[Saved entries]
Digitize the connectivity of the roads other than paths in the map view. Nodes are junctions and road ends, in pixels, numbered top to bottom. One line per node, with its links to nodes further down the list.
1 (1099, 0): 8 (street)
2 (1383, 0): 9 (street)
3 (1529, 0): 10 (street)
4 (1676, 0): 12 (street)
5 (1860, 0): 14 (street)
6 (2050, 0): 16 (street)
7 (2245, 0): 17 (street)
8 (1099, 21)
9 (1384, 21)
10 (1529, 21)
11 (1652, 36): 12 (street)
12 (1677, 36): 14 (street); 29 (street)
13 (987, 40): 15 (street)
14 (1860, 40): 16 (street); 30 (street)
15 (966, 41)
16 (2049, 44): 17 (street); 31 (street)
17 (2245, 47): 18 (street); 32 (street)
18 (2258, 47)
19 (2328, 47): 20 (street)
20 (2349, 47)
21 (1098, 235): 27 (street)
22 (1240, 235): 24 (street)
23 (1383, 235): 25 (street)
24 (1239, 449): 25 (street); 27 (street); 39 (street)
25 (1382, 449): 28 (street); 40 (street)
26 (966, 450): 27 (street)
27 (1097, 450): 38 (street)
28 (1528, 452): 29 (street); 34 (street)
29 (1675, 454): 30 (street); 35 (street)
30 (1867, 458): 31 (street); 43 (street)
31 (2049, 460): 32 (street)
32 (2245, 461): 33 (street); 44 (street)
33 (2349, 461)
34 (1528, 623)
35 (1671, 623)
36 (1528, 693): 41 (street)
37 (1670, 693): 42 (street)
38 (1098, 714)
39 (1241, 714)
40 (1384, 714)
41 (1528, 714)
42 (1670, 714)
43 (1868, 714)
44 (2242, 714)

### Work order:
Each record above should be transcribed exactly.

### Answer below:
Digitize the connectivity of the roads other than paths in the map view. Nodes are junctions and road ends, in pixels, numbered top to bottom. One line per node, with its links to nodes further down the list.
1 (1099, 0): 8 (street)
2 (1383, 0): 9 (street)
3 (1529, 0): 10 (street)
4 (1676, 0): 12 (street)
5 (1860, 0): 14 (street)
6 (2050, 0): 16 (street)
7 (2245, 0): 17 (street)
8 (1099, 21)
9 (1384, 21)
10 (1529, 21)
11 (1652, 36): 12 (street)
12 (1677, 36): 14 (street); 29 (street)
13 (987, 40): 15 (street)
14 (1860, 40): 16 (street); 30 (street)
15 (966, 41)
16 (2049, 44): 17 (street); 31 (street)
17 (2245, 47): 18 (street); 32 (street)
18 (2258, 47)
19 (2328, 47): 20 (street)
20 (2349, 47)
21 (1098, 235): 27 (street)
22 (1240, 235): 24 (street)
23 (1383, 235): 25 (street)
24 (1239, 449): 25 (street); 27 (street); 39 (street)
25 (1382, 449): 28 (street); 40 (street)
26 (966, 450): 27 (street)
27 (1097, 450): 38 (street)
28 (1528, 452): 29 (street); 34 (street)
29 (1675, 454): 30 (street); 35 (street)
30 (1867, 458): 31 (street); 43 (street)
31 (2049, 460): 32 (street)
32 (2245, 461): 33 (street); 44 (street)
33 (2349, 461)
34 (1528, 623)
35 (1671, 623)
36 (1528, 693): 41 (street)
37 (1670, 693): 42 (street)
38 (1098, 714)
39 (1241, 714)
40 (1384, 714)
41 (1528, 714)
42 (1670, 714)
43 (1868, 714)
44 (2242, 714)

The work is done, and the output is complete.